Clearly needing to catch up, HP is trying to lure Apple partners that are unhappy with the market leader’s dictating them very specific conditions for what their apps can or cannot do. Amazon and publishing giant Time Inc. served as showcases in San Francisco. “Sports Illustrated” will be one of several Time publications available as interactive magazine. “HP understands our business,” said Time’s Chief Digital Officer, Randall Rothenberg, adding that the TouchPad maker will allow publishers to access subscriber data – which Apple, so far, has been unwilling to do. Amazon, meanwhile, will be offering Kindle books on webOS devices, fully integrating its “Whispersync” technology, HP said.

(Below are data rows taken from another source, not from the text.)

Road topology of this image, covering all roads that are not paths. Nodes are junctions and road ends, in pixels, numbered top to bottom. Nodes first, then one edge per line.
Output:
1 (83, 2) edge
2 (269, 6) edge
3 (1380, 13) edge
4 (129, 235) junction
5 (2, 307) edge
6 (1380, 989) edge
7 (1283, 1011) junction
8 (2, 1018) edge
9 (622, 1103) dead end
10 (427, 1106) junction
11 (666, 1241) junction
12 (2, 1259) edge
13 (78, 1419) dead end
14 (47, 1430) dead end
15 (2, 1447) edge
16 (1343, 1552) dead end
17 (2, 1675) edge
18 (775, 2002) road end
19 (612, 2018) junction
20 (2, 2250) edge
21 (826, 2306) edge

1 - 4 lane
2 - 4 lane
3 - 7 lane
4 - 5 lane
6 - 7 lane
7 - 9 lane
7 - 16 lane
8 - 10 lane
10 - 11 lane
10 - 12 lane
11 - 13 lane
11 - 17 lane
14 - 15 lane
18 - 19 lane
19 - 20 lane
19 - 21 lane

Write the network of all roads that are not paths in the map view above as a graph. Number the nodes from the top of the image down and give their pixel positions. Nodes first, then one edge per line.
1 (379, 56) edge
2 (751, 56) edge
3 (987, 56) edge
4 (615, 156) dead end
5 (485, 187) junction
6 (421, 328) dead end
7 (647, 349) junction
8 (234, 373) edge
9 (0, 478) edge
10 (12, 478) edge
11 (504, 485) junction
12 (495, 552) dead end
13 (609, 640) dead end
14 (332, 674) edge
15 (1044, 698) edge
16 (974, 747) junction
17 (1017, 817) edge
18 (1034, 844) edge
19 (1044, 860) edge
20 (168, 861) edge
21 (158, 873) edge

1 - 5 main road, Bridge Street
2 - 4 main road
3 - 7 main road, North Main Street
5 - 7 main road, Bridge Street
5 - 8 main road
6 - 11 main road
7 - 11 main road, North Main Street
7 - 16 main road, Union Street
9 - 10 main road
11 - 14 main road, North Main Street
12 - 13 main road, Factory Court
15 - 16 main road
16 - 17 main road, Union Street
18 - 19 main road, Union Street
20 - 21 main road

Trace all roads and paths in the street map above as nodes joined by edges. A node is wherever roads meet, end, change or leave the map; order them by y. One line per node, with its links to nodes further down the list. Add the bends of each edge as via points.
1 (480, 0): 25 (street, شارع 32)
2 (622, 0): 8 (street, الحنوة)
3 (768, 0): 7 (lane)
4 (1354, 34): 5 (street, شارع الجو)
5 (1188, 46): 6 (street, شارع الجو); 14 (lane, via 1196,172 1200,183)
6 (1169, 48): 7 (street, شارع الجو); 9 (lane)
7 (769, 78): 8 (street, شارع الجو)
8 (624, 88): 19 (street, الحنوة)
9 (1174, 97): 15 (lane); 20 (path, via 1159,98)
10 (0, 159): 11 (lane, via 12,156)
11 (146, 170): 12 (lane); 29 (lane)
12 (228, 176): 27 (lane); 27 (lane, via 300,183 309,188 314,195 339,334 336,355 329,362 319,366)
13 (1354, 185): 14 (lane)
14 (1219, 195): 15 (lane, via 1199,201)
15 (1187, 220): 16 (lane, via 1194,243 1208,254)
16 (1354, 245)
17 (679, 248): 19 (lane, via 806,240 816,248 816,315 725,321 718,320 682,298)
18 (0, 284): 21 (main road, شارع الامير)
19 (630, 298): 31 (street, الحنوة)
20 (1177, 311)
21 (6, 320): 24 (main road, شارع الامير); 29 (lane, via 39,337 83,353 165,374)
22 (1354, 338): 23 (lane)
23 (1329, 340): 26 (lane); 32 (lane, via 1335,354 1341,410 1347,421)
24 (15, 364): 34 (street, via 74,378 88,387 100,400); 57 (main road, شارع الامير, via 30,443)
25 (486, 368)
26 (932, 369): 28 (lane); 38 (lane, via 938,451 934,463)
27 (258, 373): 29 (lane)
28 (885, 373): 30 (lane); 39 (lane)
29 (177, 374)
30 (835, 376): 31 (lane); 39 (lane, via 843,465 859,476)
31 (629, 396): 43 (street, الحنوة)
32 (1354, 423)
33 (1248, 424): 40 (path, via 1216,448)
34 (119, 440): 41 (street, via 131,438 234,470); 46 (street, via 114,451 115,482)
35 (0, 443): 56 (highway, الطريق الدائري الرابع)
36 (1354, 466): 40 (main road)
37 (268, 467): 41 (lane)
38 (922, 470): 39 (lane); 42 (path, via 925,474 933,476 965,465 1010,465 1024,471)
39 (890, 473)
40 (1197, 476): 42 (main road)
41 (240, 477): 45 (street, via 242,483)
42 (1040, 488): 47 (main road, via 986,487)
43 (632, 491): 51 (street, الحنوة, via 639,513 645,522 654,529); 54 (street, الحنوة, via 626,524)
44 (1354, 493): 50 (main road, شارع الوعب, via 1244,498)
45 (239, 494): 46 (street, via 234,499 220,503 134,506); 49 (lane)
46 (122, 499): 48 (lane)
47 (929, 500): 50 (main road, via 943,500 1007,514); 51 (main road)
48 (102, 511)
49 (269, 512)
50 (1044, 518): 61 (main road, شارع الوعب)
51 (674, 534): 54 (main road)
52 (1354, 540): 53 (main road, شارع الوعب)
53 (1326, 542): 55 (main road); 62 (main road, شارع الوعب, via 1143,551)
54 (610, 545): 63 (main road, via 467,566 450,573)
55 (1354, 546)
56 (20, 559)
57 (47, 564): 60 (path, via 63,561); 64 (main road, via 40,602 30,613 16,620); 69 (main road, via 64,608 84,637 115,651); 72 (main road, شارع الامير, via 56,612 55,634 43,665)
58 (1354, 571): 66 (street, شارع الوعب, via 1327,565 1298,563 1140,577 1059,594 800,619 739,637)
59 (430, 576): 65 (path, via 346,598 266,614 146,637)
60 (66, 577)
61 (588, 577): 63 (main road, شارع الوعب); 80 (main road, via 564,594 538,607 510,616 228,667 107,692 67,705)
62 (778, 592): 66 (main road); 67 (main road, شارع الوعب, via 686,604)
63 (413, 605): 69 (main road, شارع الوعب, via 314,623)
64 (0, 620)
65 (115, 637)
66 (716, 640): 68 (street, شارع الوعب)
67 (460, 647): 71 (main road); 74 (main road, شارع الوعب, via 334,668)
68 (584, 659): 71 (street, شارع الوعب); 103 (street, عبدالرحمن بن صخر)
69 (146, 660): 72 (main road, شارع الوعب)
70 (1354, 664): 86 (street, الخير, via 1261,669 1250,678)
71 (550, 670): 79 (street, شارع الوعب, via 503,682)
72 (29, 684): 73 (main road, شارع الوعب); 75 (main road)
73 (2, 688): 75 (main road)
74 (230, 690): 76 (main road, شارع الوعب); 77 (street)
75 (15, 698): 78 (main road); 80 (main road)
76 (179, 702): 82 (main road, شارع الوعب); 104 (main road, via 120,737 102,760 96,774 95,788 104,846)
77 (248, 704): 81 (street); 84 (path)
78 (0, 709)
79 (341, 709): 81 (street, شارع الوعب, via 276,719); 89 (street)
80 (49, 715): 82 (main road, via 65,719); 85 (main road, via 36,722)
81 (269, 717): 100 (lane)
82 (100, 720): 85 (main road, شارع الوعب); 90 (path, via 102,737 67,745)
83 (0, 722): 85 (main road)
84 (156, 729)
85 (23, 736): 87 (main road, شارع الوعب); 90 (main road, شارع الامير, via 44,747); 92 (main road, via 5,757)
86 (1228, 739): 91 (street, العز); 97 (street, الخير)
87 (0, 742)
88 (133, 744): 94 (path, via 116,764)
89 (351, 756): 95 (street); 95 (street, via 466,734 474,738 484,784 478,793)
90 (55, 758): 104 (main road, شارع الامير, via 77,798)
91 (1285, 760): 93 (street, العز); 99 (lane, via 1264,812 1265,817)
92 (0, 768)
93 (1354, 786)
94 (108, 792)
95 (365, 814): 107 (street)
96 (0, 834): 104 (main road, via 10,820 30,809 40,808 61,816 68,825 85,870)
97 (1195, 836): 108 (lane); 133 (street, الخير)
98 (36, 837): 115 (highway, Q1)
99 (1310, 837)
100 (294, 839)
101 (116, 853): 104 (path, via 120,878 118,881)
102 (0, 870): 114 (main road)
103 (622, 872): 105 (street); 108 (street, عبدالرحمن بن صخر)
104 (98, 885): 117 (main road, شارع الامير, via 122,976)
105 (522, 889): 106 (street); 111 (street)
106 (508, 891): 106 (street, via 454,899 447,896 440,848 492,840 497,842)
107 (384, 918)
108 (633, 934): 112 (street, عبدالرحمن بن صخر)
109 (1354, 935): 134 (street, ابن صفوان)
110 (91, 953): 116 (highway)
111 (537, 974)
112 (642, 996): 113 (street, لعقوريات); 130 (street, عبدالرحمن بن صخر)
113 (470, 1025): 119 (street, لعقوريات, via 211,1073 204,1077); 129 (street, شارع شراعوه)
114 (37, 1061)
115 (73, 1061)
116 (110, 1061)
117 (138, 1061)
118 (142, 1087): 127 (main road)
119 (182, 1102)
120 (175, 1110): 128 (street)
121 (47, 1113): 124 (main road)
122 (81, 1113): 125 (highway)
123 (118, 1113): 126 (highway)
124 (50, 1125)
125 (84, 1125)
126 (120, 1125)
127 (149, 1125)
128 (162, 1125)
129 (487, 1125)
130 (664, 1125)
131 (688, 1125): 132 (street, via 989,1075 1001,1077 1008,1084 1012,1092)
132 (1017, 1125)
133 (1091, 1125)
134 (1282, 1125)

The company also hopes to make webOS more attractive for developers by bringing it to printers and PCs, according to Todd Bradley. “Do the math”, he said. Counting printers and PCs, “you’ll easily exceed 100 million devices with webOS.” He did not go into specifics about how and when HP would make webOS available on these devices, merely adding, “I think it’s fair to say that that’s the start of something pretty big.”